Collection entries:
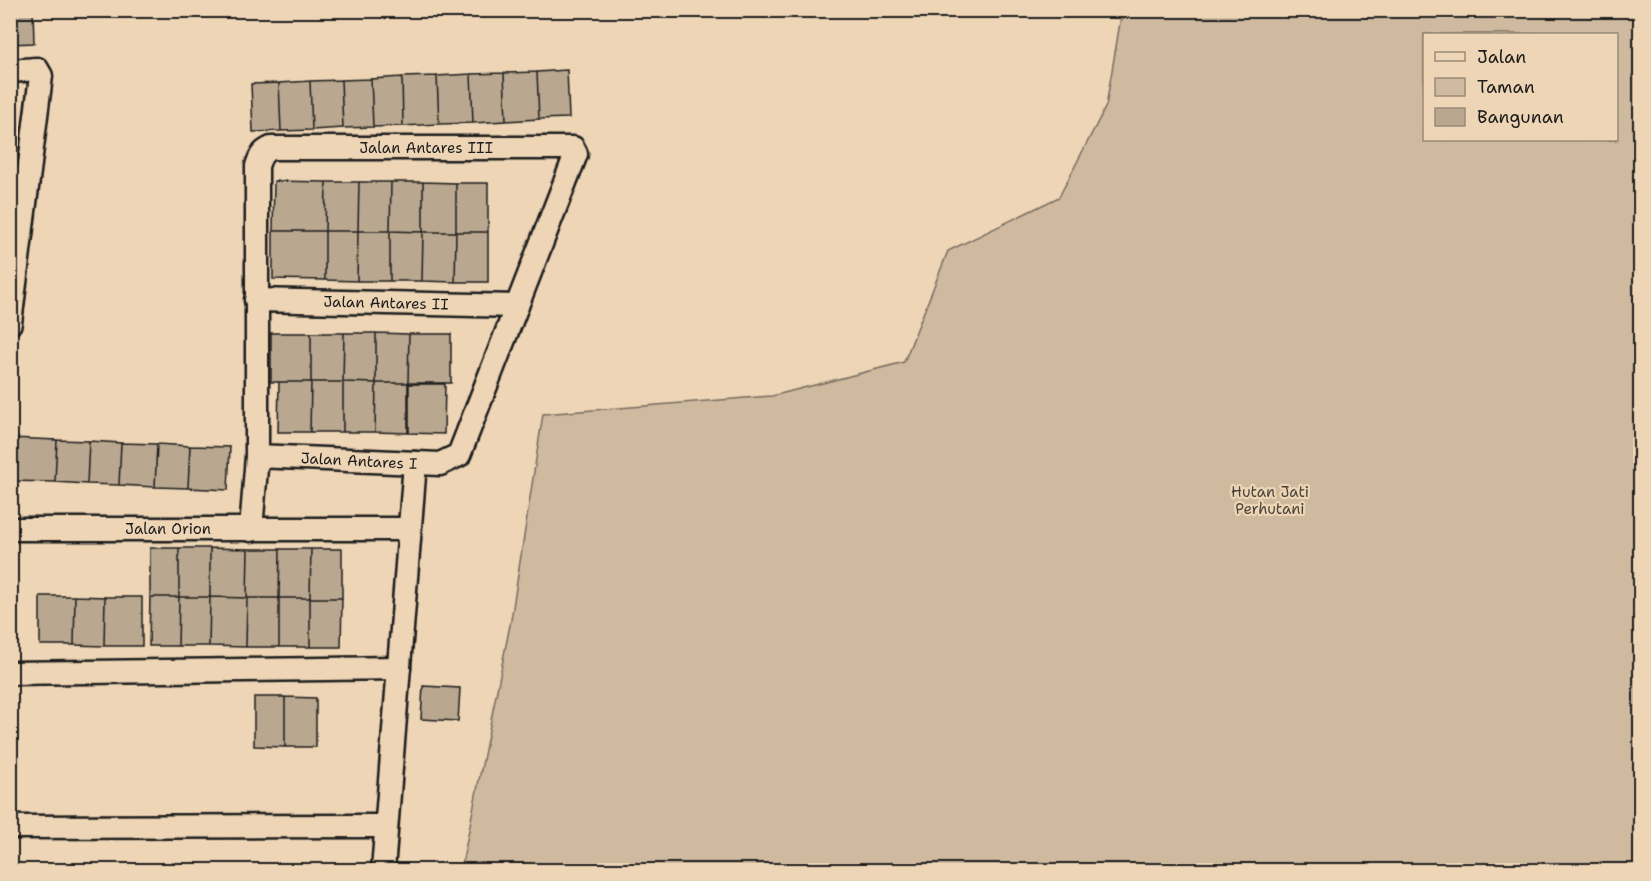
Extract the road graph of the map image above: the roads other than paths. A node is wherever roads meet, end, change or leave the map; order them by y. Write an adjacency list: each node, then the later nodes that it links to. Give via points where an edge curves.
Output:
1 (10, 71): 2 (street, via 37,69 41,76)
2 (17, 232): 5 (street)
3 (256, 300): 4 (street, Jalan Antares II); 4 (street, Jalan Antares III, via 257,166 260,157 271,148 573,148 576,154); 6 (street)
4 (517, 306): 7 (street, Jalan Antares I, via 459,455 440,464)
5 (10, 323)
6 (257, 456): 7 (street, Jalan Antares I); 10 (street)
7 (415, 463): 9 (street)
8 (10, 529): 10 (street, Jalan Orion)
9 (410, 529): 10 (street, Jalan Orion); 11 (street)
10 (251, 530)
11 (399, 668): 12 (street); 13 (street)
12 (10, 673)
13 (386, 826): 14 (street); 15 (street)
14 (10, 827)
15 (383, 870)

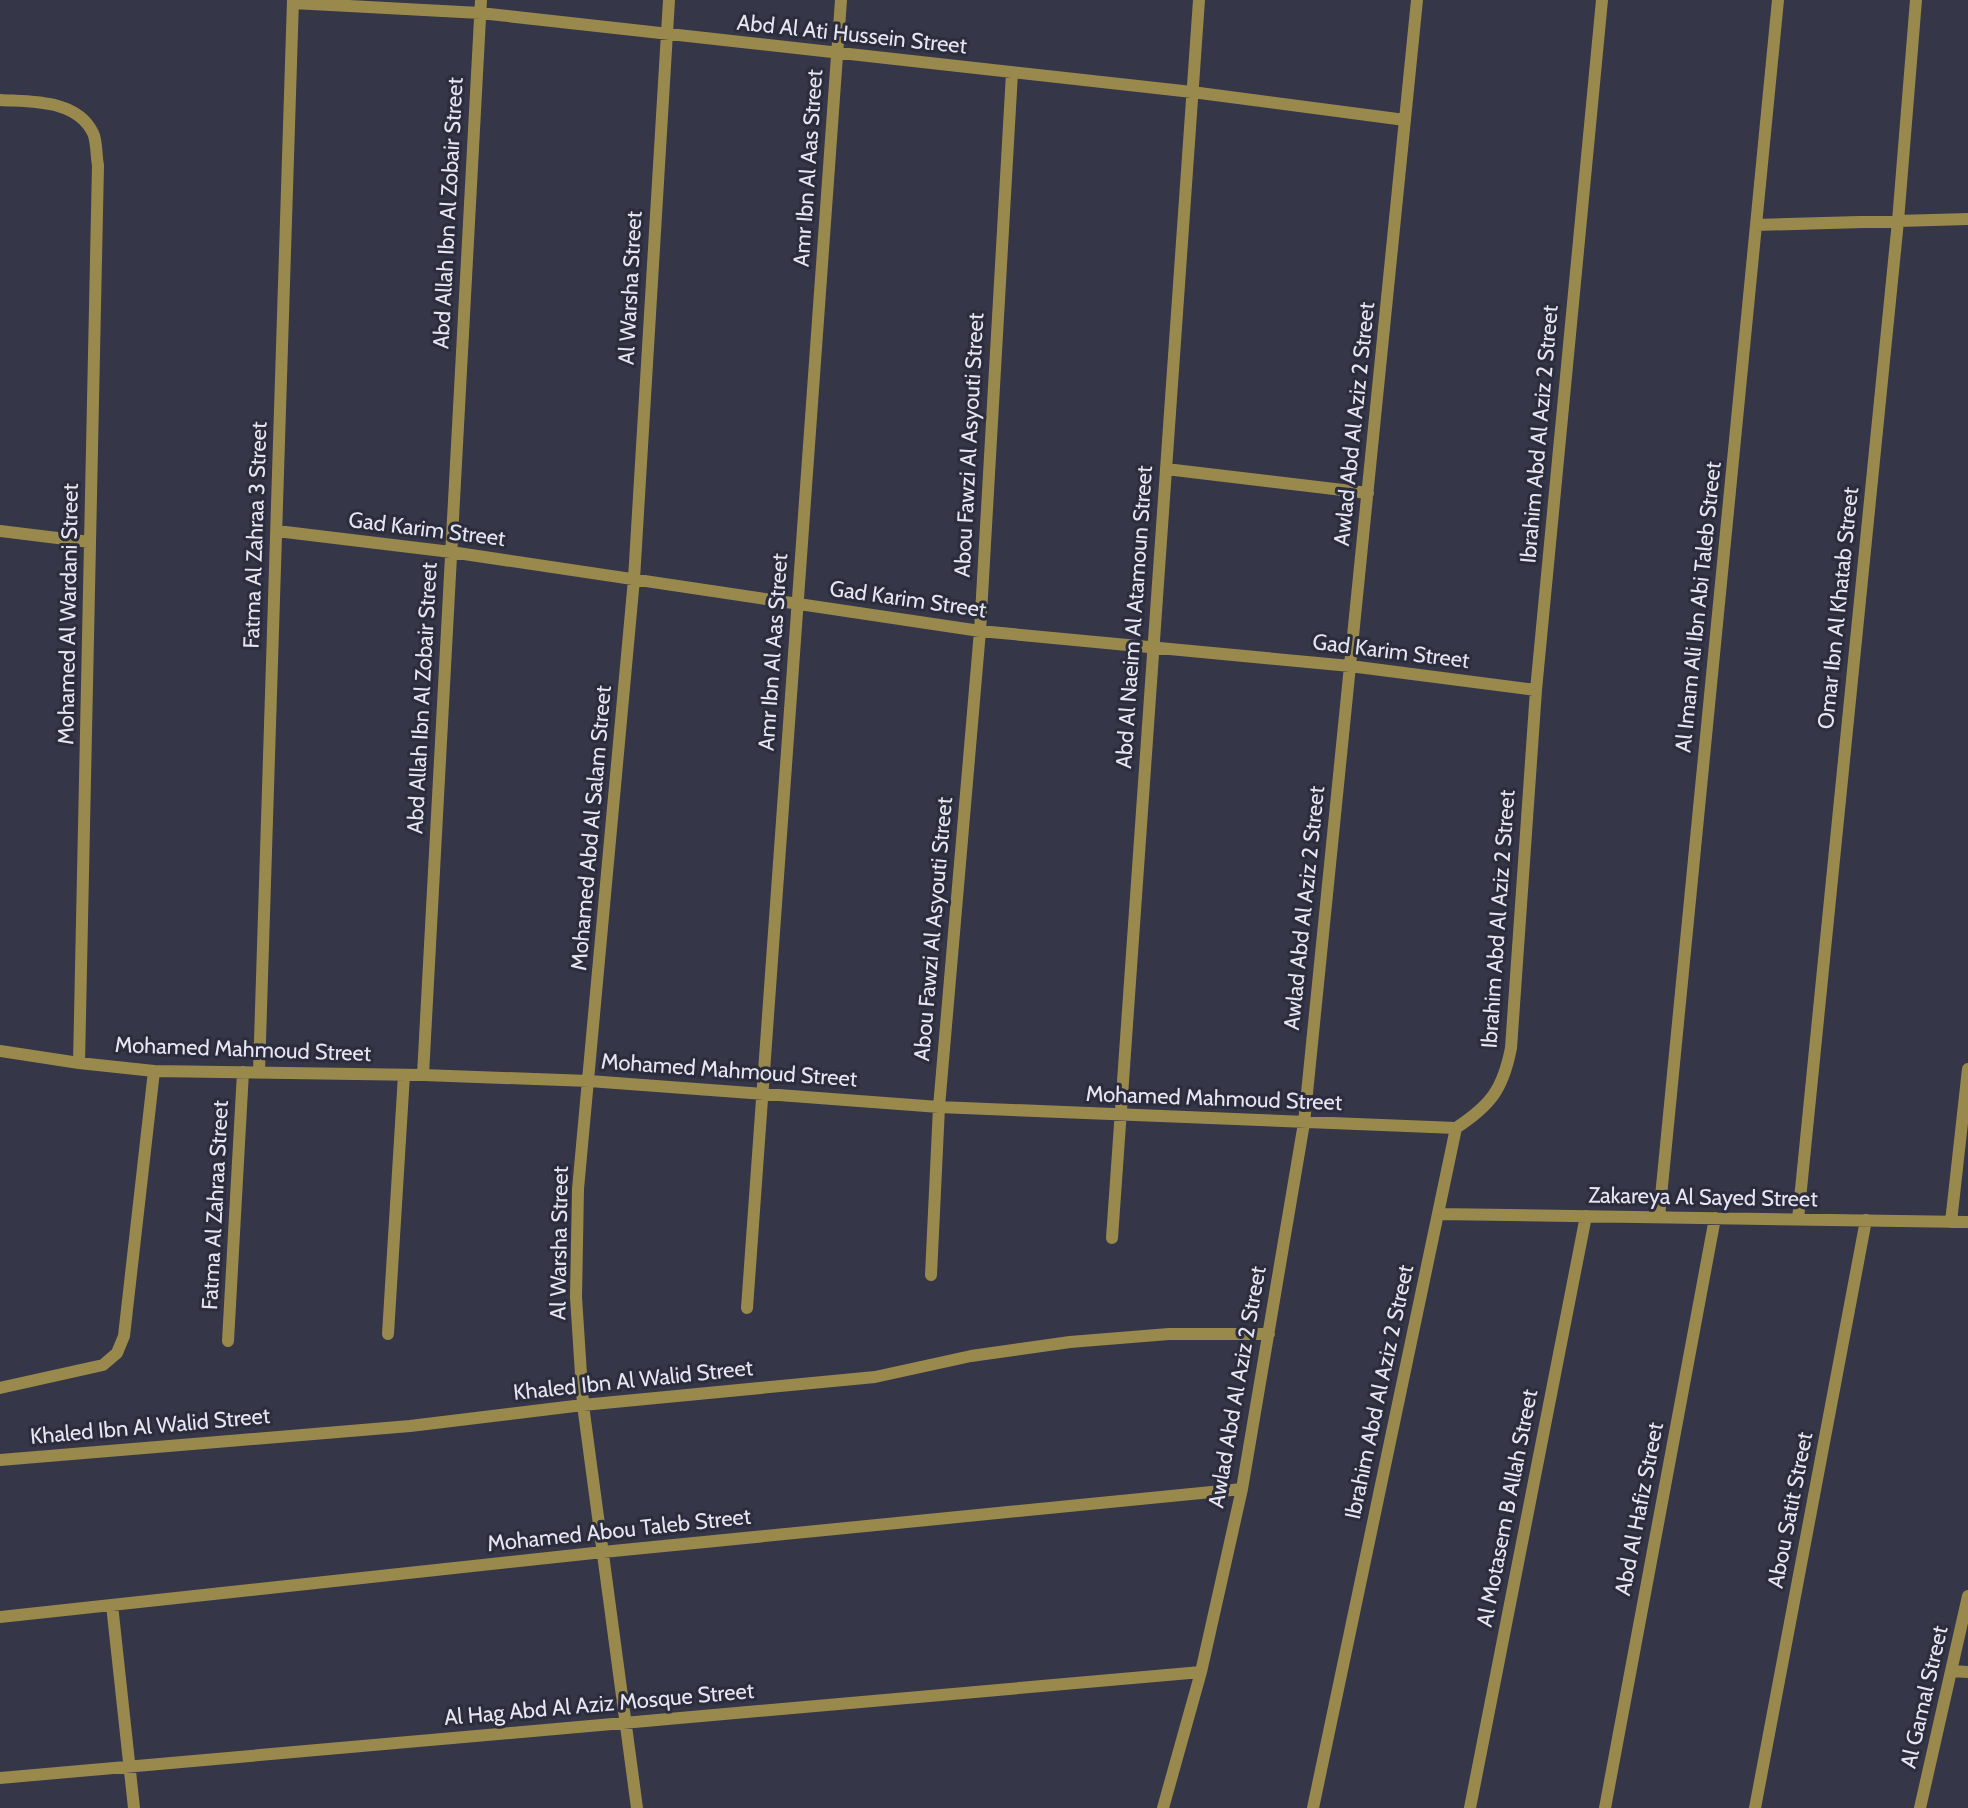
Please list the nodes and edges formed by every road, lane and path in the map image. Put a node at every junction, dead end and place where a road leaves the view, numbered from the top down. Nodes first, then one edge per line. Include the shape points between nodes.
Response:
1 (481, 0) edge
2 (669, 0) edge
3 (841, 0) edge
4 (1199, 0) edge
5 (1418, 0) edge
6 (1602, 0) edge
7 (1778, 0) edge
8 (1916, 0) edge
9 (293, 1) edge
10 (480, 13) junction
11 (666, 35) junction
12 (837, 53) junction
13 (1012, 73) junction
14 (1192, 92) junction
15 (0, 100) edge
16 (1406, 120) junction
17 (1968, 219) edge
18 (1898, 221) junction
19 (1756, 225) junction
20 (1166, 469) junction
21 (1368, 493) junction
22 (0, 531) edge
23 (277, 531) junction
24 (90, 542) junction
25 (451, 552) junction
26 (634, 579) junction
27 (798, 604) junction
28 (980, 631) junction
29 (1152, 649) junction
30 (1350, 666) junction
31 (1536, 690) junction
32 (0, 1051) edge
33 (80, 1063) junction
34 (1968, 1069) edge
35 (154, 1071) junction
36 (243, 1072) junction
37 (259, 1072) junction
38 (404, 1075) junction
39 (423, 1075) junction
40 (589, 1081) junction
41 (762, 1094) junction
42 (939, 1107) junction
43 (1120, 1115) junction
44 (1304, 1123) junction
45 (1456, 1128) junction
46 (1438, 1214) junction
47 (1586, 1216) junction
48 (1659, 1217) junction
49 (1714, 1218) junction
50 (1798, 1219) junction
51 (1866, 1220) junction
52 (1951, 1222) junction
53 (1968, 1222) edge
54 (1112, 1238) dead end
55 (931, 1275) dead end
56 (747, 1308) dead end
57 (388, 1334) dead end
58 (1269, 1334) junction
59 (228, 1341) dead end
60 (0, 1388) edge
61 (583, 1405) junction
62 (0, 1460) edge
63 (1242, 1489) junction
64 (603, 1552) junction
65 (1968, 1596) edge
66 (112, 1605) junction
67 (0, 1617) edge
68 (1951, 1671) junction
69 (1201, 1672) junction
70 (1968, 1672) edge
71 (626, 1722) junction
72 (131, 1766) junction
73 (0, 1778) edge
74 (134, 1808) edge
75 (637, 1808) edge
76 (1162, 1808) edge
77 (1313, 1808) edge
78 (1470, 1808) edge
79 (1605, 1808) edge
80 (1755, 1808) edge
81 (1920, 1808) edge

1 - 10 street, Abd Allah Ibn Al Zobair Street
2 - 11 street, Al Warsha Street
3 - 12 street, Amr Ibn Al Aas Street
4 - 14 street, Abd Al Naeim Al Atamoun Street
5 - 16 street, Awlad Abd Al Aziz 2 Street
6 - 31 street, Ibrahim Abd Al Aziz 2 Street
7 - 19 street, Al Imam Ali Ibn Abi Taleb Street
8 - 18 street, Omar Ibn Al Khatab Street
9 - 10 street, Abd Al Ati Hussein Street
9 - 23 street, Fatma Al Zahraa 3 Street
10 - 11 street, Abd Al Ati Hussein Street
10 - 25 street, Abd Allah Ibn Al Zobair Street
11 - 12 street, Abd Al Ati Hussein Street
11 - 26 street, Al Warsha Street
12 - 13 street, Abd Al Ati Hussein Street
12 - 27 street, Amr Ibn Al Aas Street
13 - 14 street, Abd Al Ati Hussein Street
13 - 28 street, Abou Fawzi Al Asyouti Street
14 - 16 street, Abd Al Ati Hussein Street
14 - 20 street, Abd Al Naeim Al Atamoun Street
15 - 24 street, Mohamed Al Wardani Street via 46,102 75,112 93,133 98,165
16 - 21 street, Awlad Abd Al Aziz 2 Street
17 - 18 street
18 - 19 street
18 - 50 street, Omar Ibn Al Khatab Street
19 - 48 street, Al Imam Ali Ibn Abi Taleb Street
20 - 21 street
20 - 29 street, Abd Al Naeim Al Atamoun Street
21 - 30 street, Awlad Abd Al Aziz 2 Street
22 - 24 street
23 - 25 street, Gad Karim Street
23 - 37 street, Fatma Al Zahraa 3 Street
24 - 33 street, Mohamed Al Wardani Street
25 - 26 street, Gad Karim Street
25 - 39 street, Abd Allah Ibn Al Zobair Street
26 - 27 street, Gad Karim Street
26 - 40 street, Mohamed Abd Al Salam Street
27 - 28 street, Gad Karim Street
27 - 41 street, Amr Ibn Al Aas Street
28 - 29 street, Gad Karim Street
28 - 42 street, Abou Fawzi Al Asyouti Street
29 - 30 street, Gad Karim Street
29 - 43 street, Abd Al Naeim Al Atamoun Street
30 - 31 street, Gad Karim Street
30 - 44 street, Awlad Abd Al Aziz 2 Street
31 - 45 street, Ibrahim Abd Al Aziz 2 Street via 1511,1048 1506,1073 1494,1095 1477,1114
32 - 33 street, Mohamed Mahmoud Street
33 - 35 street, Mohamed Mahmoud Street
34 - 52 street
35 - 36 street, Mohamed Mahmoud Street
35 - 60 street via 124,1336 117,1353 103,1365
36 - 37 street, Mohamed Mahmoud Street
36 - 59 street, Fatma Al Zahraa Street
37 - 38 street, Mohamed Mahmoud Street
38 - 39 street, Mohamed Mahmoud Street
38 - 57 street
39 - 40 street, Mohamed Mahmoud Street
40 - 41 street, Mohamed Mahmoud Street
40 - 61 street, Al Warsha Street via 578,1199 576,1297
41 - 42 street, Mohamed Mahmoud Street
41 - 56 street, Amr Ibn Al Aas Street
42 - 43 street, Mohamed Mahmoud Street
42 - 55 street, Abou Fawzi Al Asyouti Street
43 - 44 street, Mohamed Mahmoud Street
43 - 54 street, Abd Al Naeim Al Atamoun Street
44 - 45 street, Mohamed Mahmoud Street
44 - 58 street, Awlad Abd Al Aziz 2 Street
45 - 46 street, Ibrahim Abd Al Aziz 2 Street
46 - 47 street, Zakareya Al Sayed Street
46 - 77 street, Ibrahim Abd Al Aziz 2 Street
47 - 48 street, Zakareya Al Sayed Street
47 - 78 street, Al Motasem B Allah Street
48 - 49 street, Zakareya Al Sayed Street
49 - 50 street, Zakareya Al Sayed Street
49 - 79 street, Abd Al Hafiz Street
50 - 51 street, Zakareya Al Sayed Street
51 - 52 street, Zakareya Al Sayed Street
51 - 80 street, Abou Satit Street
52 - 53 street, Zakareya Al Sayed Street
58 - 61 street, Khaled Ibn Al Walid Street via 1169,1334 1070,1342 972,1356 875,1377
58 - 63 street, Awlad Abd Al Aziz 2 Street
61 - 62 street, Khaled Ibn Al Walid Street via 410,1426
61 - 64 street, Al Warsha Street
63 - 64 street, Mohamed Abou Taleb Street
63 - 69 street, Awlad Abd Al Aziz 2 Street
64 - 66 street, Mohamed Abou Taleb Street
64 - 71 street, Al Warsha Street
65 - 68 street, Al Gamal Street
66 - 67 street, Mohamed Abou Taleb Street
66 - 72 street
68 - 70 street
68 - 81 street, Al Gamal Street
69 - 71 street, Al Hag Abd Al Aziz Mosque Street
69 - 76 street, Awlad Abd Al Aziz 2 Street
71 - 72 street, Al Hag Abd Al Aziz Mosque Street
71 - 75 street, Al Warsha Street
72 - 73 street, Al Hag Abd Al Aziz Mosque Street
72 - 74 street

-- Description of the task --
Wherever a line of the records above contains the string "Wardani", copy that line out.

-- The completed task --
15 - 24 street, Mohamed Al Wardani Street via 46,102 75,112 93,133 98,165
24 - 33 street, Mohamed Al Wardani Street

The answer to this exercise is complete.